In a detailed graphic illustration of the paper chain leading up to the purchase of the 7,900-square-foot brown stucco Scottsdale home, McDonnell provided documents showing two fraudulent signatures involved in a refinancing and eventual foreclosure on the property. One of the signatures was "Linda Green," the robo-signing moniker highlighted in an April "60 Minutes" piece.
"Linda Green" was supposedly a vice president at 20 different banks at the same time, according to the piece. In reality, it was a name forged by many different people at Docx, a company that ginned up legal documents that banks could use in court to proceed with foreclosures.
The "Linda Green" signature showed up in 2007 in a deed of release on the property from Wells Fargo Bank, when the past owner was refinancing the mortgage, according to the documents compiled by McDonnell. Then in 2008, McDonnell alleges that a "Deborah Brignac" made signatures on foreclosure-related documents on the property that should not have authorized the transfer of the property to JP Morgan Chase.
According to the documents cited, Brignac was working as a vice president at two different institutions: JP Morgan Chase Bank and Mortgage Electronic Registration Systems Inc., an electronic mortgage tracking service.
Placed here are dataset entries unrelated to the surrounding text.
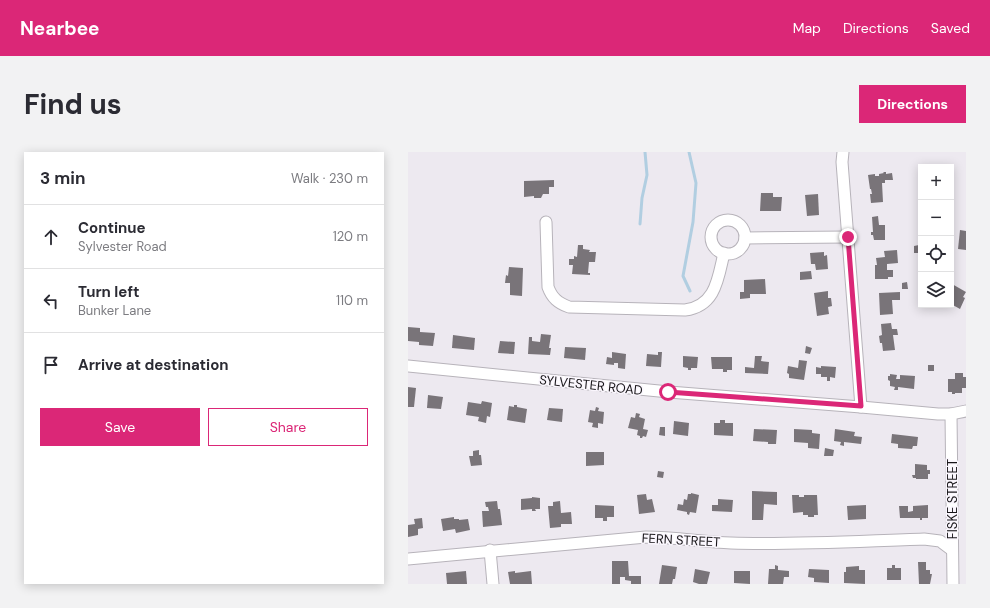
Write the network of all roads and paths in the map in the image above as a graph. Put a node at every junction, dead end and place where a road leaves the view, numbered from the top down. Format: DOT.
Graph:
graph roads {
  1 [pos="843,152"];
  2 [pos="546,222"];
  3 [pos="848,237"];
  4 [pos="745,238"];
  5 [pos="724,253"];
  6 [pos="408,366"];
  7 [pos="861,406"];
  8 [pos="966,411"];
  9 [pos="951,414"];
  10 [pos="490,550"];
  11 [pos="952,550"];
  12 [pos="408,559"];
  13 [pos="493,584"];
  14 [pos="953,584"];
  1 -- 3 [label="street"];
  2 -- 5 [label="street"];
  3 -- 4 [label="street"];
  3 -- 7 [label="street"];
  4 -- 5 [label="street"];
  4 -- 5 [label="street"];
  6 -- 7 [label="street, SYLVESTER ROAD"];
  7 -- 9 [label="street, SYLVESTER ROAD"];
  8 -- 9 [label="street, SYLVESTER ROAD"];
  9 -- 11 [label="street, FISKE STREET"];
  10 -- 11 [label="street, FERN STREET"];
  10 -- 12 [label="street, FERN STREET"];
  10 -- 13 [label="street"];
  11 -- 14 [label="street, FISKE STREET"];
}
Brignac is listed online as vice president of California Reconveyance Company, which was a subsidiary of Washington Mutual and is now a subsidiary of JP Morgan Chase.
McDonnell said the signatures on those deed documents should not allow the property to have been foreclosed. McDonnell is not a lawyer; she is a certified fraud examiner.
"This was a legal document created for the sole purpose of connecting the dots so that JP Morgan could foreclose," she said.
Efforts to reach Brignac were unsuccessful. A spokesman for JP Morgan declined to comment.
O’Brien, the Southern Essex District Register of Deeds in Massachusetts, noted in a press release that he hoped some good would come of the mess.
"Sadly, Sarah Palin’s misfortune will, however, hopefully shine the national spotlight on this issue," the release said. "Given her position in the country, I am sure that she will use her influence to stand up for homeowners and their property rights."